» DATA
----------
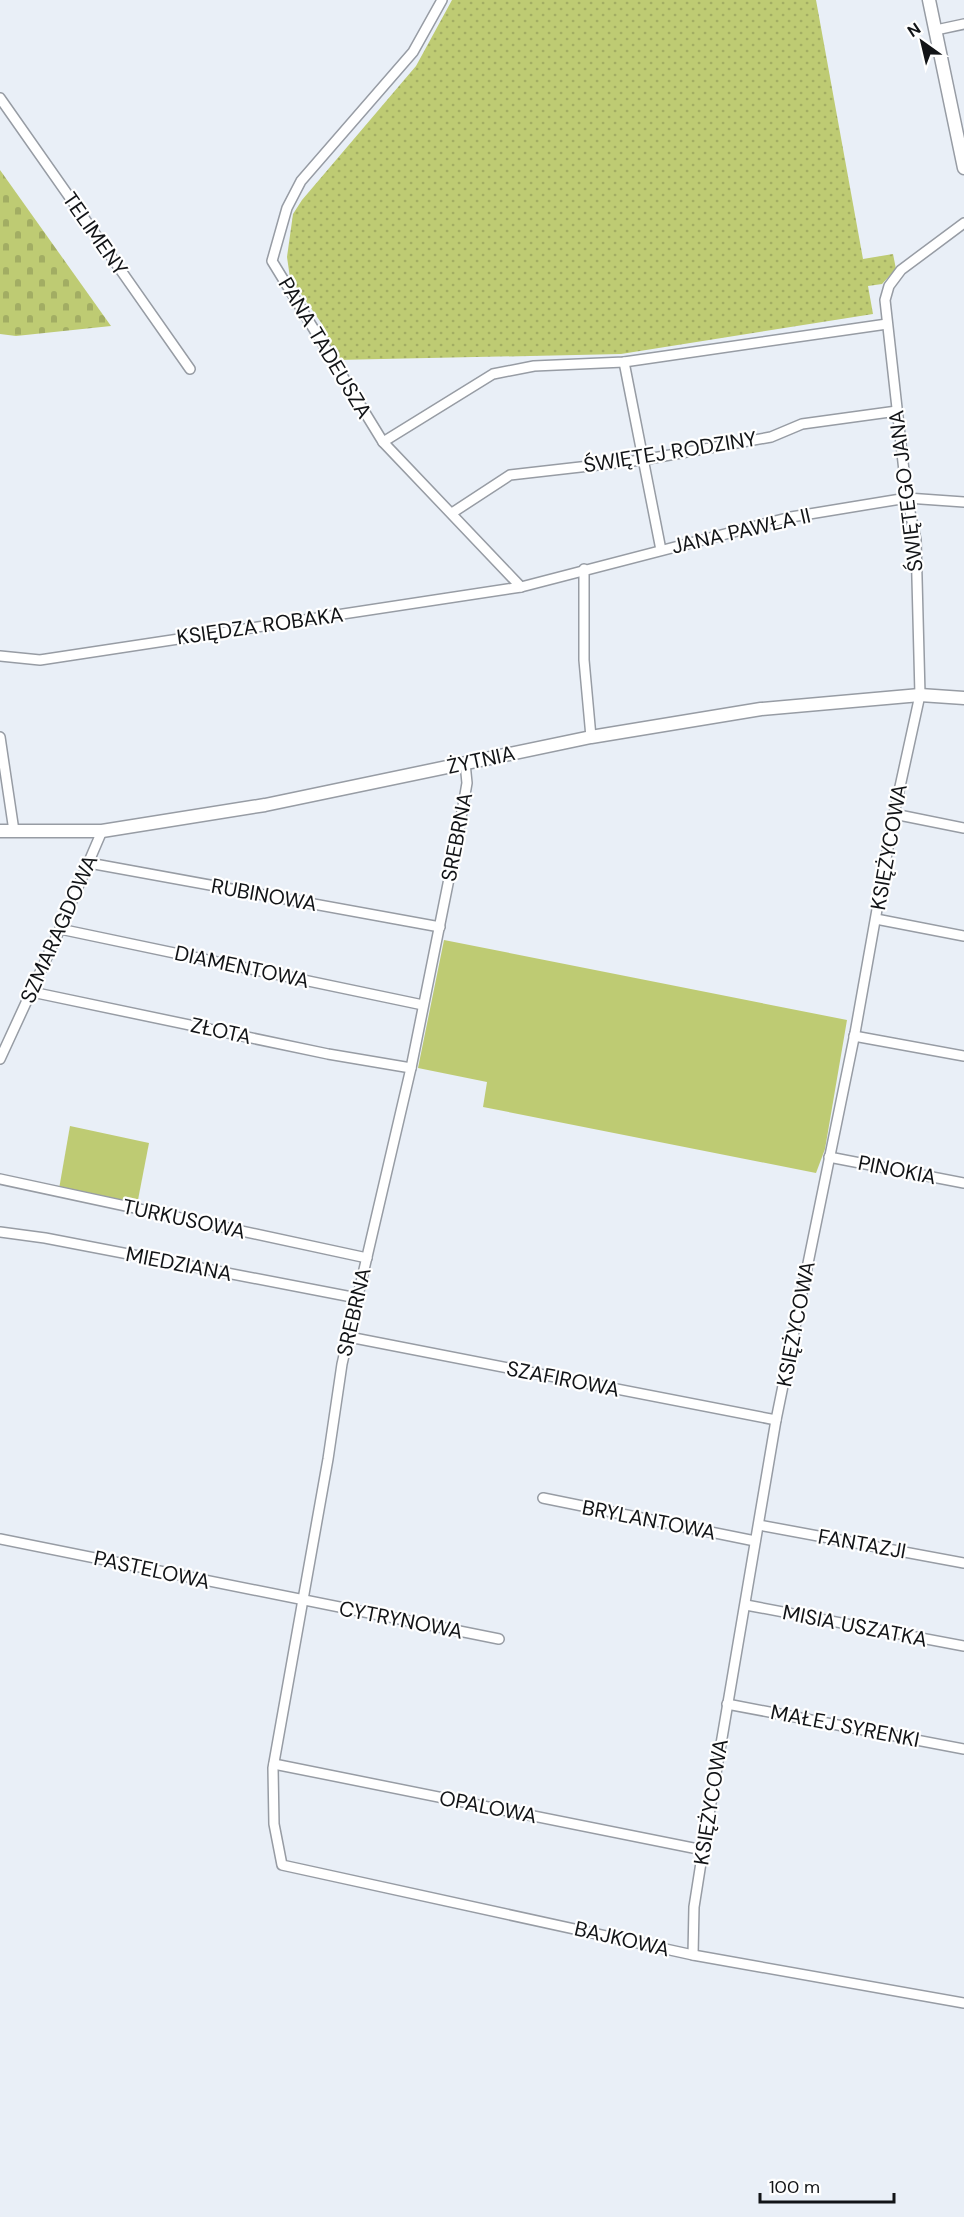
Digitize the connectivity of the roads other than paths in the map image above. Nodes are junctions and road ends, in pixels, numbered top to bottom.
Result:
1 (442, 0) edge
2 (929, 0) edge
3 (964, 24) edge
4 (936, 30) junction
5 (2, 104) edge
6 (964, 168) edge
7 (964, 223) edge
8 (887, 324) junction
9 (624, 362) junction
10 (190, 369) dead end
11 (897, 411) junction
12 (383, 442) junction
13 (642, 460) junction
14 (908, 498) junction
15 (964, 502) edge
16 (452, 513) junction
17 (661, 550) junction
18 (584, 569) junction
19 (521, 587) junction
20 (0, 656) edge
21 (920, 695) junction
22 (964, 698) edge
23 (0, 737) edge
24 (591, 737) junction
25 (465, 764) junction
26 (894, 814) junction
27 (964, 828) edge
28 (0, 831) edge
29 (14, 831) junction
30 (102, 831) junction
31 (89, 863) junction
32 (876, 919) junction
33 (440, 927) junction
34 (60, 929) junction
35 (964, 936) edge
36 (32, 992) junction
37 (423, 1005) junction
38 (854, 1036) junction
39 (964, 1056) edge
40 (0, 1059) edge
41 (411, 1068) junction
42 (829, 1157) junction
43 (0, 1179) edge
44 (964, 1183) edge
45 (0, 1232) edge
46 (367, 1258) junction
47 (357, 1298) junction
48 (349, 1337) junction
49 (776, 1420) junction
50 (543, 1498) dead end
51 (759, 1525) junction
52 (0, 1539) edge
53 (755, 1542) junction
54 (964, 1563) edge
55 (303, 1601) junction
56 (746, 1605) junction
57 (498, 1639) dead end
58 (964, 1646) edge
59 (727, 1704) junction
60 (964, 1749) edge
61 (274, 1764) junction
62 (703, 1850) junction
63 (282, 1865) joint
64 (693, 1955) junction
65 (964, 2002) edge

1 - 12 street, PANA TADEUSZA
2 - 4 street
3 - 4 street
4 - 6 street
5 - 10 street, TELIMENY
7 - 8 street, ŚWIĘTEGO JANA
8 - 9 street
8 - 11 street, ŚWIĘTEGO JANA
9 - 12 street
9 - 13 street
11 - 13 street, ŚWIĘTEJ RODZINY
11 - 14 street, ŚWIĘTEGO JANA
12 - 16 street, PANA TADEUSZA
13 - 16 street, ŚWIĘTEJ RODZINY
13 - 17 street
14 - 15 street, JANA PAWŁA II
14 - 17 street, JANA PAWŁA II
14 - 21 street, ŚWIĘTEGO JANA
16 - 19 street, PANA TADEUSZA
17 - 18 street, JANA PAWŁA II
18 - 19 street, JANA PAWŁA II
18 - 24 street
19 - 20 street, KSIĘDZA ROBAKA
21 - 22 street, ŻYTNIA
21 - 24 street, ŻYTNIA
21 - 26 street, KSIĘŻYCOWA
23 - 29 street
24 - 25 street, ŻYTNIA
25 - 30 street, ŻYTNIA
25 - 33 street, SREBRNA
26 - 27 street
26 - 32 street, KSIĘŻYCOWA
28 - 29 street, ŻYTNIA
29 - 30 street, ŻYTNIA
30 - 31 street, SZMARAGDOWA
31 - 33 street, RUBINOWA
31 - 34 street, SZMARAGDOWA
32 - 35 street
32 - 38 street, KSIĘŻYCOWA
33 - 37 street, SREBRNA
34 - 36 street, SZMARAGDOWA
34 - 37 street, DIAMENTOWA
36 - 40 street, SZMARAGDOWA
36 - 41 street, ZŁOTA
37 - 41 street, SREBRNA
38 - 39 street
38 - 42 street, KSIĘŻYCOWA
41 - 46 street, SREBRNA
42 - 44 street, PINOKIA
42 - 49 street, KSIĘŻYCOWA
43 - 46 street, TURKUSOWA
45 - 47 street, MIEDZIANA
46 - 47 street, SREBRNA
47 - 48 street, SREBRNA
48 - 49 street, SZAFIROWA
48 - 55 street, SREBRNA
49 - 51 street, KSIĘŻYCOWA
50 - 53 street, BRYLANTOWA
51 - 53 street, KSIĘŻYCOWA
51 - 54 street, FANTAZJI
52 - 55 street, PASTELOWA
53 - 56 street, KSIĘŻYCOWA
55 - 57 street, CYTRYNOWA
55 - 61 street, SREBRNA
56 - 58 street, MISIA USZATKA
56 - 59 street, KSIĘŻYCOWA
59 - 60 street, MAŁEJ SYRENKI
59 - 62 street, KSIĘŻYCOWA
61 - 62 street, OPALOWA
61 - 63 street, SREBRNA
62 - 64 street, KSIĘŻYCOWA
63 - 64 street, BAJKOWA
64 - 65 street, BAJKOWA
----------
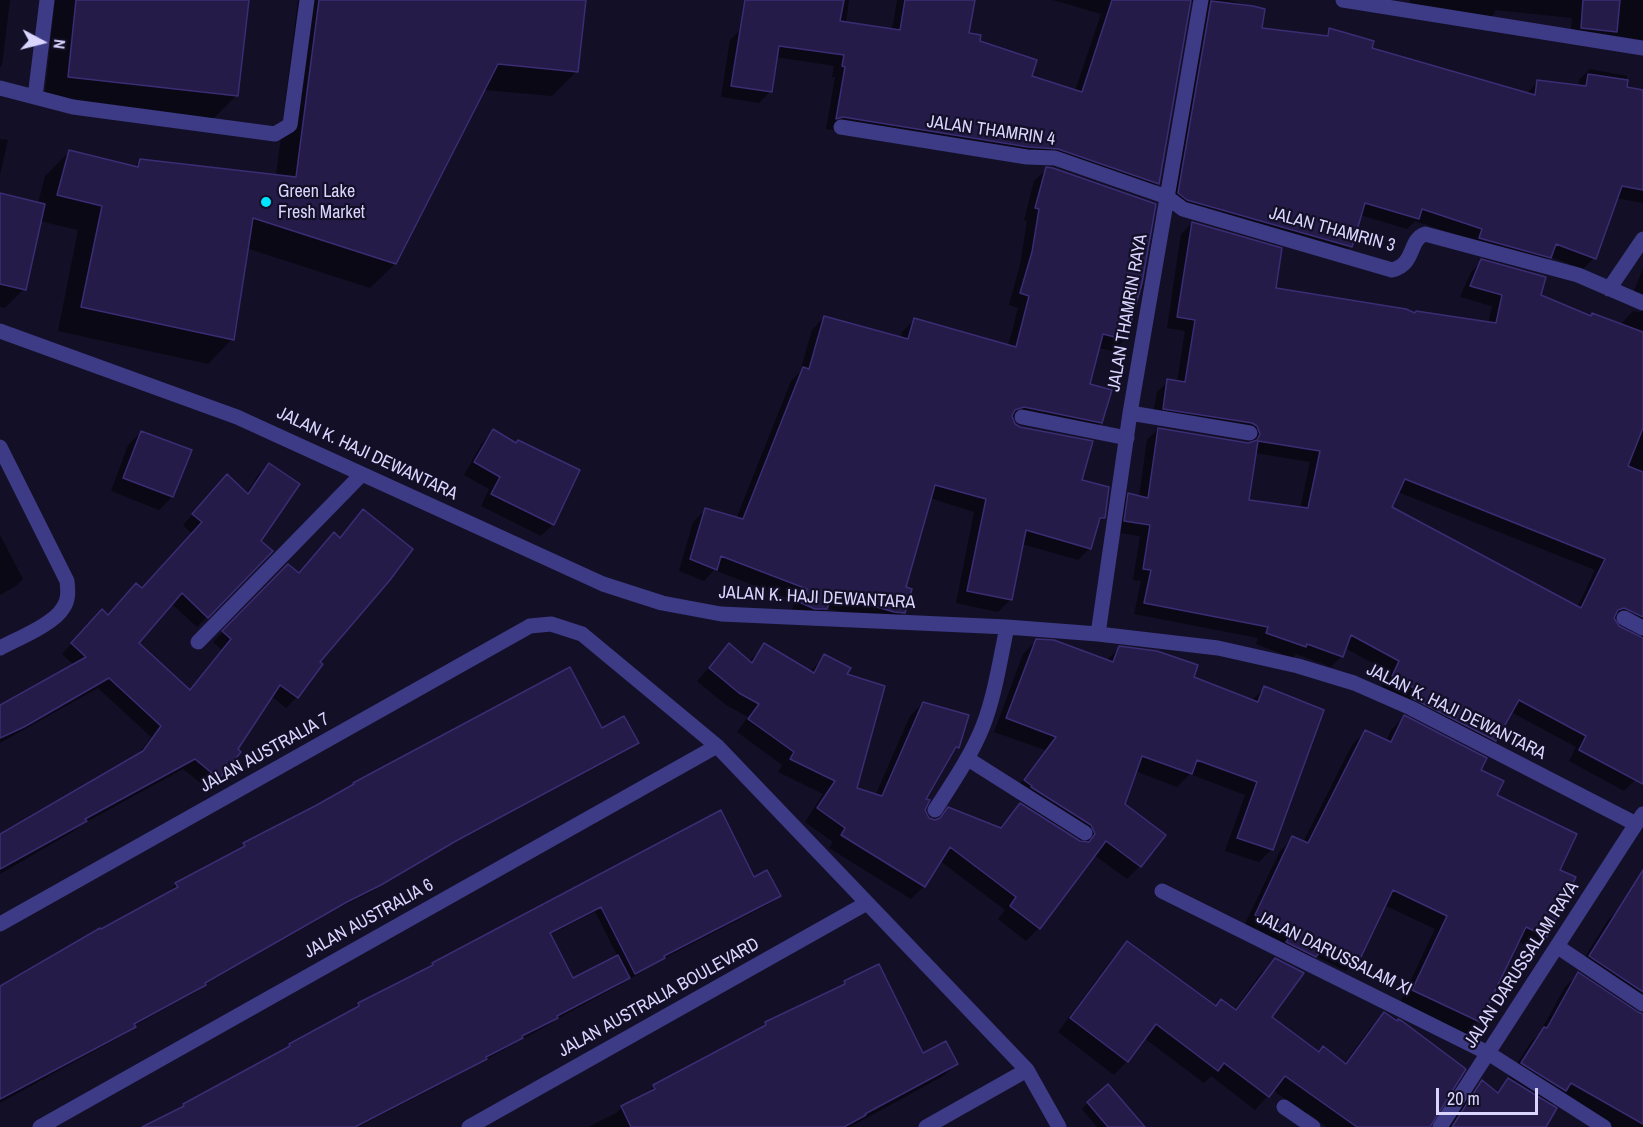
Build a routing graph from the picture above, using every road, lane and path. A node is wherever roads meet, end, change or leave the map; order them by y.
----------
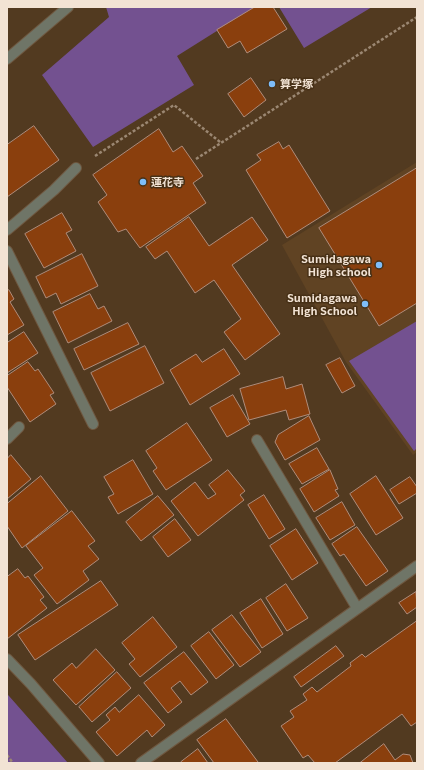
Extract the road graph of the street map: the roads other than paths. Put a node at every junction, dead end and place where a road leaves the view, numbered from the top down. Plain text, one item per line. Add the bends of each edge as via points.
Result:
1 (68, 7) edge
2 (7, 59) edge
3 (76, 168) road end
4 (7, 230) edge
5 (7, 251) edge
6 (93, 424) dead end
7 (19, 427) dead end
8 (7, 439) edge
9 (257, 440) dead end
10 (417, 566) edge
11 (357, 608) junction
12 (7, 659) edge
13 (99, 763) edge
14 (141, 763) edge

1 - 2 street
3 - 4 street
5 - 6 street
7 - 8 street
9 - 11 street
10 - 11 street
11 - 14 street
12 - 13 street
----------
» TASK REQUIREMENTS
Go through the entries and return each line where the word "above" appears.

» EXERCISE RESULT
Digitize the connectivity of the roads other than paths in the map image above. Nodes are junctions and road ends, in pixels, numbered top to bottom.
Build a routing graph from the picture above, using every road, lane and path. A node is wherever roads meet, end, change or leave the map; order them by y.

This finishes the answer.